» **WORK REQUIRED**: Without omission or alteration, write out all of the data.
- - -
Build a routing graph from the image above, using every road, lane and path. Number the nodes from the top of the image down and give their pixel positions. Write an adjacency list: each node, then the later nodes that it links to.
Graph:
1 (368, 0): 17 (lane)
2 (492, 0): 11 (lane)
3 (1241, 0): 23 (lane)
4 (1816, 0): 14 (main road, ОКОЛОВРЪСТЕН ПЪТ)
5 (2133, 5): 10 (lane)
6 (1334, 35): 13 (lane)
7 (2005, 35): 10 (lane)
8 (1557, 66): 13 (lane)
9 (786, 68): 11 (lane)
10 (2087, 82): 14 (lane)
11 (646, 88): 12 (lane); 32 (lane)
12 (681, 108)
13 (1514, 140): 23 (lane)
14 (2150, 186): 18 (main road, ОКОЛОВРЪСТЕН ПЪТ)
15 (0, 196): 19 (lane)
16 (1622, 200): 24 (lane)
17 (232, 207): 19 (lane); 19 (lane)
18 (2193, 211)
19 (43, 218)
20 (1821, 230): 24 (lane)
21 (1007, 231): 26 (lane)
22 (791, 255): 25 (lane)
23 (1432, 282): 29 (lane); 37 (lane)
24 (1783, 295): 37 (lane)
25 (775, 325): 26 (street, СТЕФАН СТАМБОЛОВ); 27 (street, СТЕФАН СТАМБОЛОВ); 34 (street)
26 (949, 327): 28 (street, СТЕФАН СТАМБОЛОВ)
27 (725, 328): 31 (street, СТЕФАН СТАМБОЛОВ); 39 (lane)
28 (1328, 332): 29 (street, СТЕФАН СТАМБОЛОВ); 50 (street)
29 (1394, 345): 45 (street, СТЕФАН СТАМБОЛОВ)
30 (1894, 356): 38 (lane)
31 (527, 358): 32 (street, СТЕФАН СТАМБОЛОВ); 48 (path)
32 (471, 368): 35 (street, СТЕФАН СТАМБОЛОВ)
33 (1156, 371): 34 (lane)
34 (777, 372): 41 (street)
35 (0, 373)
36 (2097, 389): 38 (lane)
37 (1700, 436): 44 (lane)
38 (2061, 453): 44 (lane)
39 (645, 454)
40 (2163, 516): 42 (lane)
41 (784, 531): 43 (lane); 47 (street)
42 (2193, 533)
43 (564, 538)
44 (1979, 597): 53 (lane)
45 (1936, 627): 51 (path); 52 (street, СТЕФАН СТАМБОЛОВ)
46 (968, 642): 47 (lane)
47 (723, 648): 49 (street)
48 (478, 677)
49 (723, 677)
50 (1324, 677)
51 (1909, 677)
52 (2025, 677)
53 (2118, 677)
- - -
» **SOLUTION TO THIS EXERCISE**:
Build a routing graph from the image above, using every road, lane and path. Number the nodes from the top of the image down and give their pixel positions. Write an adjacency list: each node, then the later nodes that it links to.
Graph:
1 (368, 0): 17 (lane)
2 (492, 0): 11 (lane)
3 (1241, 0): 23 (lane)
4 (1816, 0): 14 (main road, ОКОЛОВРЪСТЕН ПЪТ)
5 (2133, 5): 10 (lane)
6 (1334, 35): 13 (lane)
7 (2005, 35): 10 (lane)
8 (1557, 66): 13 (lane)
9 (786, 68): 11 (lane)
10 (2087, 82): 14 (lane)
11 (646, 88): 12 (lane); 32 (lane)
12 (681, 108)
13 (1514, 140): 23 (lane)
14 (2150, 186): 18 (main road, ОКОЛОВРЪСТЕН ПЪТ)
15 (0, 196): 19 (lane)
16 (1622, 200): 24 (lane)
17 (232, 207): 19 (lane); 19 (lane)
18 (2193, 211)
19 (43, 218)
20 (1821, 230): 24 (lane)
21 (1007, 231): 26 (lane)
22 (791, 255): 25 (lane)
23 (1432, 282): 29 (lane); 37 (lane)
24 (1783, 295): 37 (lane)
25 (775, 325): 26 (street, СТЕФАН СТАМБОЛОВ); 27 (street, СТЕФАН СТАМБОЛОВ); 34 (street)
26 (949, 327): 28 (street, СТЕФАН СТАМБОЛОВ)
27 (725, 328): 31 (street, СТЕФАН СТАМБОЛОВ); 39 (lane)
28 (1328, 332): 29 (street, СТЕФАН СТАМБОЛОВ); 50 (street)
29 (1394, 345): 45 (street, СТЕФАН СТАМБОЛОВ)
30 (1894, 356): 38 (lane)
31 (527, 358): 32 (street, СТЕФАН СТАМБОЛОВ); 48 (path)
32 (471, 368): 35 (street, СТЕФАН СТАМБОЛОВ)
33 (1156, 371): 34 (lane)
34 (777, 372): 41 (street)
35 (0, 373)
36 (2097, 389): 38 (lane)
37 (1700, 436): 44 (lane)
38 (2061, 453): 44 (lane)
39 (645, 454)
40 (2163, 516): 42 (lane)
41 (784, 531): 43 (lane); 47 (street)
42 (2193, 533)
43 (564, 538)
44 (1979, 597): 53 (lane)
45 (1936, 627): 51 (path); 52 (street, СТЕФАН СТАМБОЛОВ)
46 (968, 642): 47 (lane)
47 (723, 648): 49 (street)
48 (478, 677)
49 (723, 677)
50 (1324, 677)
51 (1909, 677)
52 (2025, 677)
53 (2118, 677)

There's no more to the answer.